[Required work] Would you print all of the entries word for word?

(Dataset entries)
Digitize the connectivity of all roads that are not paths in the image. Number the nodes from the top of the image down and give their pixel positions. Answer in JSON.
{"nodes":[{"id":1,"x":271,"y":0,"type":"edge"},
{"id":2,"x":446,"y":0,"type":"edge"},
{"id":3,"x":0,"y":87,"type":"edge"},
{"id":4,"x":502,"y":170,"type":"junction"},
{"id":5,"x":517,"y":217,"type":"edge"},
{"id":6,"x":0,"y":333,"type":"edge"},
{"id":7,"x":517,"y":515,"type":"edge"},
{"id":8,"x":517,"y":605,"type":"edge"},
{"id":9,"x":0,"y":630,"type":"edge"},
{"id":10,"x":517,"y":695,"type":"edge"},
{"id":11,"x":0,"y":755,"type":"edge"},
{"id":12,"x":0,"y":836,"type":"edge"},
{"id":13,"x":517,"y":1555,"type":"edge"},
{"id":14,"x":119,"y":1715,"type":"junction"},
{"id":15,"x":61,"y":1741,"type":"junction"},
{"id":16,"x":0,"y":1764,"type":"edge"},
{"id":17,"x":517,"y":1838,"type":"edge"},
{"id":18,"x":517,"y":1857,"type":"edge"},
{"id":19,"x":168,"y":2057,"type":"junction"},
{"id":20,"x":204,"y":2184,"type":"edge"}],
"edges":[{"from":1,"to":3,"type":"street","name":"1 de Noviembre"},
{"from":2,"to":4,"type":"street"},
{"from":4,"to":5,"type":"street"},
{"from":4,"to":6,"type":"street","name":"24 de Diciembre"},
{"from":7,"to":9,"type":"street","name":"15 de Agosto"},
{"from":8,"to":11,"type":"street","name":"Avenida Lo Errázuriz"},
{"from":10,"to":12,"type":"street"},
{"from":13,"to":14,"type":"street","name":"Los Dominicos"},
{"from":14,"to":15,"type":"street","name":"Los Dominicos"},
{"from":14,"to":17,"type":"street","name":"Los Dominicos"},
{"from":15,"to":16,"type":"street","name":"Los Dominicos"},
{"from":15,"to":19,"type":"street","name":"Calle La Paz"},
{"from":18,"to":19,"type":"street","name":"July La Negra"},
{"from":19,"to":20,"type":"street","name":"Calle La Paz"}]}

[Written solution]
Digitize the connectivity of all roads that are not paths in the image. Number the nodes from the top of the image down and give their pixel positions. Answer in JSON.
{"nodes":[{"id":1,"x":271,"y":0,"type":"edge"},
{"id":2,"x":446,"y":0,"type":"edge"},
{"id":3,"x":0,"y":87,"type":"edge"},
{"id":4,"x":502,"y":170,"type":"junction"},
{"id":5,"x":517,"y":217,"type":"edge"},
{"id":6,"x":0,"y":333,"type":"edge"},
{"id":7,"x":517,"y":515,"type":"edge"},
{"id":8,"x":517,"y":605,"type":"edge"},
{"id":9,"x":0,"y":630,"type":"edge"},
{"id":10,"x":517,"y":695,"type":"edge"},
{"id":11,"x":0,"y":755,"type":"edge"},
{"id":12,"x":0,"y":836,"type":"edge"},
{"id":13,"x":517,"y":1555,"type":"edge"},
{"id":14,"x":119,"y":1715,"type":"junction"},
{"id":15,"x":61,"y":1741,"type":"junction"},
{"id":16,"x":0,"y":1764,"type":"edge"},
{"id":17,"x":517,"y":1838,"type":"edge"},
{"id":18,"x":517,"y":1857,"type":"edge"},
{"id":19,"x":168,"y":2057,"type":"junction"},
{"id":20,"x":204,"y":2184,"type":"edge"}],
"edges":[{"from":1,"to":3,"type":"street","name":"1 de Noviembre"},
{"from":2,"to":4,"type":"street"},
{"from":4,"to":5,"type":"street"},
{"from":4,"to":6,"type":"street","name":"24 de Diciembre"},
{"from":7,"to":9,"type":"street","name":"15 de Agosto"},
{"from":8,"to":11,"type":"street","name":"Avenida Lo Errázuriz"},
{"from":10,"to":12,"type":"street"},
{"from":13,"to":14,"type":"street","name":"Los Dominicos"},
{"from":14,"to":15,"type":"street","name":"Los Dominicos"},
{"from":14,"to":17,"type":"street","name":"Los Dominicos"},
{"from":15,"to":16,"type":"street","name":"Los Dominicos"},
{"from":15,"to":19,"type":"street","name":"Calle La Paz"},
{"from":18,"to":19,"type":"street","name":"July La Negra"},
{"from":19,"to":20,"type":"street","name":"Calle La Paz"}]}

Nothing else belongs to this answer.